BRIEF: Check every line below, and copy those that include "node".

◇ ◇ ◇ ◇ ◇

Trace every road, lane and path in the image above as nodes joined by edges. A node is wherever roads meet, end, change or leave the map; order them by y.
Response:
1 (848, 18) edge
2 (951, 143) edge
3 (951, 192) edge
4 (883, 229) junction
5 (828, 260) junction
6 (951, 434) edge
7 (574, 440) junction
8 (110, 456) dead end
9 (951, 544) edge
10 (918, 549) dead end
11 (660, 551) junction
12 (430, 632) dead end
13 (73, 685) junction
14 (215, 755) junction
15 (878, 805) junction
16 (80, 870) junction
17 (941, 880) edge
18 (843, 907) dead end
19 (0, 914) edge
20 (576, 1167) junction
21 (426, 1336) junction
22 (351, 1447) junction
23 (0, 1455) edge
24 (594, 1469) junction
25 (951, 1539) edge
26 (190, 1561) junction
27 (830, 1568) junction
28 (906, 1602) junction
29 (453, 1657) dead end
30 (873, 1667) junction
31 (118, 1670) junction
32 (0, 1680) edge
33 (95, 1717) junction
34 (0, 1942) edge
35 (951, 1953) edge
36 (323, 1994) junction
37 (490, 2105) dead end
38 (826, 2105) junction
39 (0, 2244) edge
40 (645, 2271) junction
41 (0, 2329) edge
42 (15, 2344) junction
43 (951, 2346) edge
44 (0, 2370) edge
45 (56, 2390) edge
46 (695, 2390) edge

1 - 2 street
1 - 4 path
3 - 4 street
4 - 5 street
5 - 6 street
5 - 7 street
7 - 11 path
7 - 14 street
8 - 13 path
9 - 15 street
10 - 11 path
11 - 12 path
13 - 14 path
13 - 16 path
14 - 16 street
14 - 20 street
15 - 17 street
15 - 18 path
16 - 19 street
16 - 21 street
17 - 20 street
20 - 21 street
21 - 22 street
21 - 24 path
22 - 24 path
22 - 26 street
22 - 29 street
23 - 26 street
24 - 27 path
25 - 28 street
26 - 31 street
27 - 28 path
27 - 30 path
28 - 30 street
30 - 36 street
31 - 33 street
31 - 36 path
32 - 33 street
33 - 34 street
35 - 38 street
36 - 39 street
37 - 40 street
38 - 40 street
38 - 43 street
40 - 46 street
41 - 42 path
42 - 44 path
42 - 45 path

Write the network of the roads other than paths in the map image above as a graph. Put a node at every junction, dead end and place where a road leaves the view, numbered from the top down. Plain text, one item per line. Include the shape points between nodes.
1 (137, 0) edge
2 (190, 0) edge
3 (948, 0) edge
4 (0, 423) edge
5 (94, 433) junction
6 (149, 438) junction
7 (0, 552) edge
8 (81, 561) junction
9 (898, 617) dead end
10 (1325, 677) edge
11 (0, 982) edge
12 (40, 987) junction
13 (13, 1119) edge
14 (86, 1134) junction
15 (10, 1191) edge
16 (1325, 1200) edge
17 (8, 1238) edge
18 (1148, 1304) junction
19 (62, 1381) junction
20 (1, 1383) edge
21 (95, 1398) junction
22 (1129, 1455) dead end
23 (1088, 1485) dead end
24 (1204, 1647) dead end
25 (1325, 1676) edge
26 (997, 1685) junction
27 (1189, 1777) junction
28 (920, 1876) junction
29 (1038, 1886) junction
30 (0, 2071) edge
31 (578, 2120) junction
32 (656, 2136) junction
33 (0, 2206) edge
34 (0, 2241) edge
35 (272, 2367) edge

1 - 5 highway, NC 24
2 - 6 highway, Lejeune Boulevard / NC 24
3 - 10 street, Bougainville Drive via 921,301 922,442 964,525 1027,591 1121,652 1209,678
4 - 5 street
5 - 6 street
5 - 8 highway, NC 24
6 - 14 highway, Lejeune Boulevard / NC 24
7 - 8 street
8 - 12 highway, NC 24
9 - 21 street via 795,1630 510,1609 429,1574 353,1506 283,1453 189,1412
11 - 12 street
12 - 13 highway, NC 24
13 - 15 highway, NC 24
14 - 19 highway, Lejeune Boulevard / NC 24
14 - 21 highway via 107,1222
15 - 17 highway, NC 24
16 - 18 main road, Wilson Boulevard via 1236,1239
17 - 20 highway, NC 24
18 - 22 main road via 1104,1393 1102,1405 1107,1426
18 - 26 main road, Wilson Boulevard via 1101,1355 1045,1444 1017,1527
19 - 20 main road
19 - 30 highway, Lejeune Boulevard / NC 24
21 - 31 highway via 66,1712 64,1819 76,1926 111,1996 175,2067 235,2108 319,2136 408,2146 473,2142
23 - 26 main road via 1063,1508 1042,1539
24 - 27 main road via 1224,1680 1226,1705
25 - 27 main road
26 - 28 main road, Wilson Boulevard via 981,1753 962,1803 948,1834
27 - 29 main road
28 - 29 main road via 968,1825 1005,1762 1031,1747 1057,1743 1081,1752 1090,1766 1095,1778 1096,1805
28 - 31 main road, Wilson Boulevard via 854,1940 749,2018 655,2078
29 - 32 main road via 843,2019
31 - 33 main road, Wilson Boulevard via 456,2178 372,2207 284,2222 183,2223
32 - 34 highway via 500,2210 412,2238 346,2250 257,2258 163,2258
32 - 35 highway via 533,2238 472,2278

◇ ◇ ◇ ◇ ◇

RESPONSE:
Trace every road, lane and path in the image above as nodes joined by edges. A node is wherever roads meet, end, change or leave the map; order them by y.
Write the network of the roads other than paths in the map image above as a graph. Put a node at every junction, dead end and place where a road leaves the view, numbered from the top down. Plain text, one item per line. Include the shape points between nodes.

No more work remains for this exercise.